Action item = Only lines containing "roads" belong in the answer, each copied from the entries below.

Saved entries
::::::::

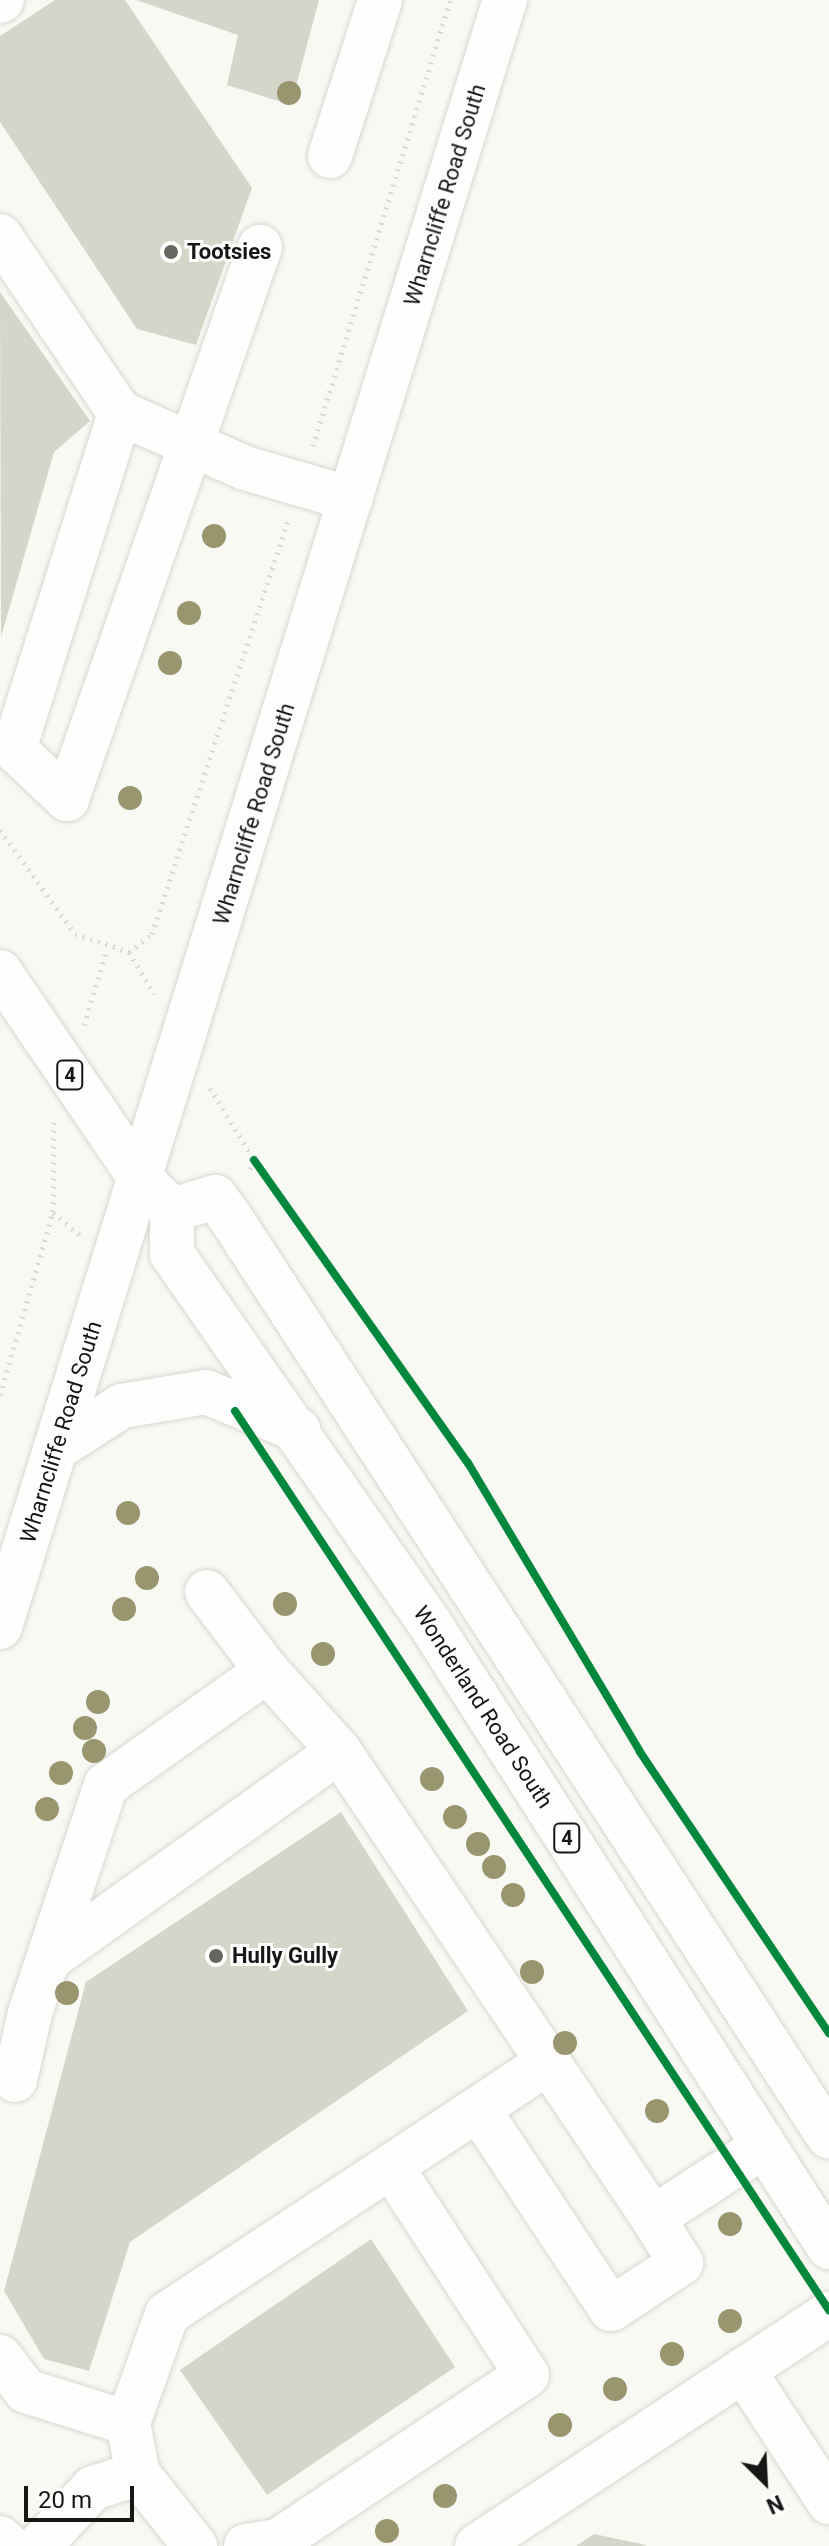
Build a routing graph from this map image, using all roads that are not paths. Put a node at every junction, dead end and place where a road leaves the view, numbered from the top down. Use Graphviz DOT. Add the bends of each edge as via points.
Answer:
graph roads {
  1 [pos="380,0"];
  2 [pos="496,2"];
  3 [pos="330,156"];
  4 [pos="0,236"];
  5 [pos="260,247"];
  6 [pos="120,413"];
  7 [pos="192,445"];
  8 [pos="351,499"];
  9 [pos="0,972"];
  10 [pos="140,1178"];
  11 [pos="172,1210"];
  12 [pos="301,1433"];
  13 [pos="55,1449"];
  14 [pos="207,1592"];
  15 [pos="0,1627"];
  16 [pos="267,1671"];
  17 [pos="339,1751"];
  18 [pos="50,1958"];
  19 [pos="15,2010"];
  20 [pos="548,2062"];
  21 [pos="15,2080"];
  22 [pos="478,2109"];
  23 [pos="829,2137"];
  24 [pos="764,2146"];
  25 [pos="391,2166"];
  26 [pos="653,2218"];
  27 [pos="829,2247"];
  28 [pos="829,2314"];
  29 [pos="0,2357"];
  30 [pos="743,2370"];
  31 [pos="128,2423"];
  32 [pos="138,2474"];
  33 [pos="829,2502"];
  34 [pos="0,2538"];
  35 [pos="9,2546"];
  36 [pos="39,2546"];
  37 [pos="195,2546"];
  38 [pos="246,2546"];
  39 [pos="477,2546"];
  1 -- 3 [label="main road"];
  2 -- 8 [label="main road, Wharncliffe Road South"];
  4 -- 6 [label="main road"];
  5 -- 7 [label="main road"];
  6 -- 7 [label="main road"];
  6 -- 7 [label="main road" via="14,749 67,799"];
  7 -- 8 [label="main road"];
  8 -- 10 [label="main road, Wharncliffe Road South"];
  9 -- 10 [label="main road, 4"];
  10 -- 11 [label="main road, 4"];
  10 -- 13 [label="main road, Wharncliffe Road South"];
  11 -- 12 [label="main road, Wonderland Road South / 4" via="172,1254"];
  11 -- 23 [label="main road" via="215,1197 228,1214"];
  12 -- 13 [label="main road" via="275,1416 206,1392 122,1406"];
  12 -- 24 [label="main road, Wonderland Road South / 4"];
  13 -- 15 [label="main road, Wharncliffe Road South"];
  14 -- 16 [label="main road"];
  16 -- 17 [label="main road"];
  16 -- 18 [label="main road" via="106,1785"];
  17 -- 18 [label="main road"];
  17 -- 20 [label="main road"];
  18 -- 19 [label="main road"];
  19 -- 21 [label="main road"];
  20 -- 22 [label="main road"];
  20 -- 26 [label="main road"];
  22 -- 25 [label="main road"];
  22 -- 26 [label="main road" via="611,2309 681,2263"];
  24 -- 26 [label="main road"];
  24 -- 27 [label="main road, Wonderland Road South / 4"];
  25 -- 31 [label="main road" via="167,2314"];
  25 -- 38 [label="main road" via="527,2375 278,2541"];
  28 -- 30 [label="main road"];
  29 -- 31 [label="main road" via="26,2391"];
  30 -- 33 [label="main road"];
  30 -- 39 [label="main road"];
  31 -- 32 [label="main road"];
  32 -- 36 [label="main road" via="93,2488"];
  32 -- 37 [label="main road"];
  34 -- 35 [label="main road"];
}
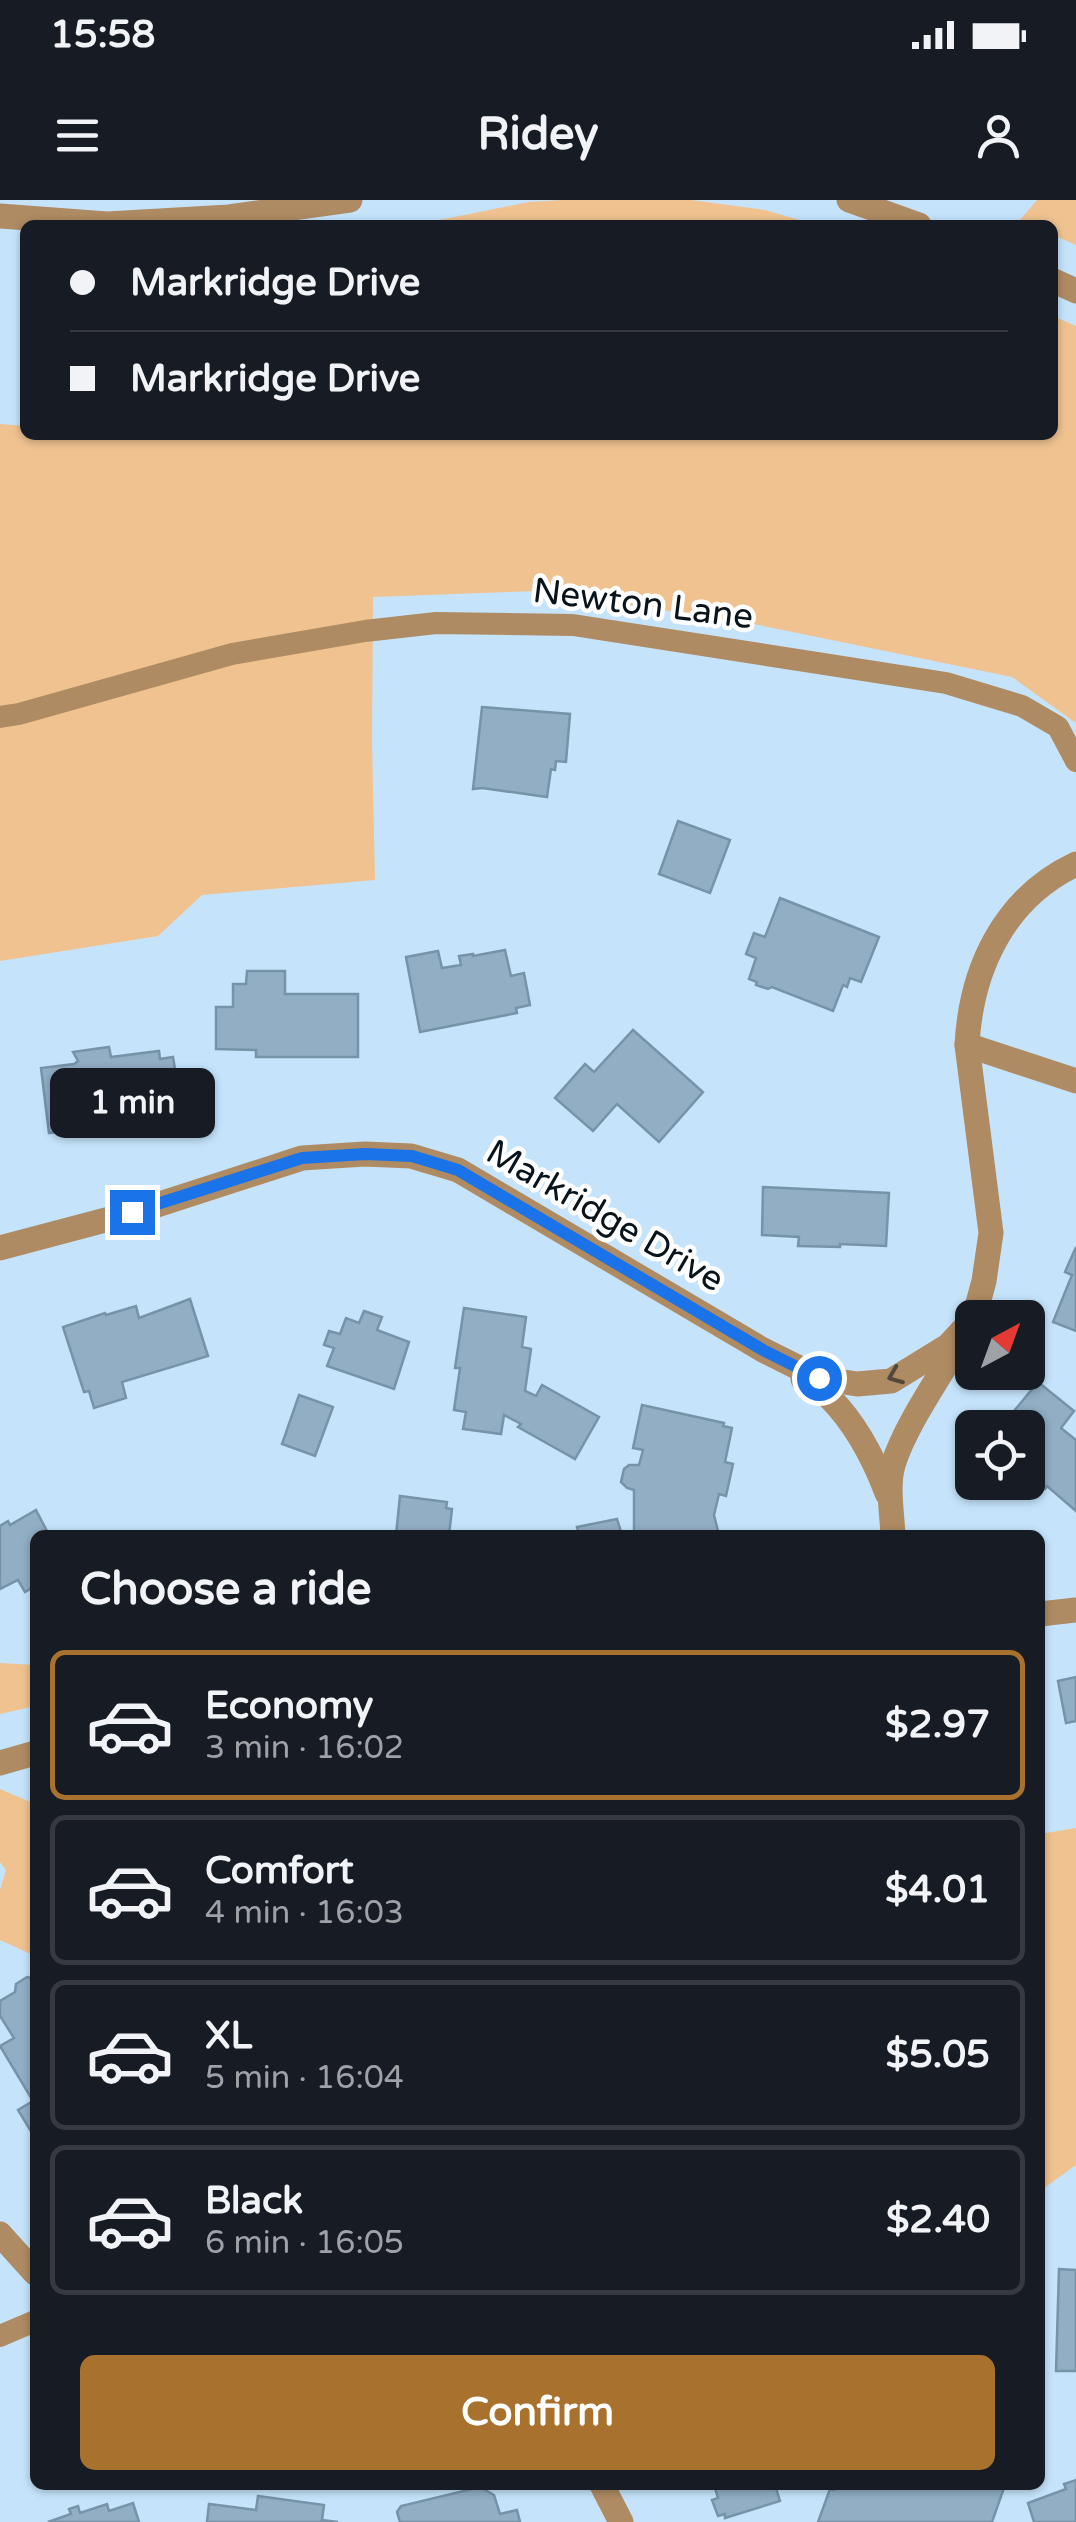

::::::::

The answer =
Build a routing graph from this map image, using all roads that are not paths. Put a node at every junction, dead end and place where a road leaves the view, numbered from the top down. Use Graphviz DOT. Add the bends of each edge as via points.
graph roads {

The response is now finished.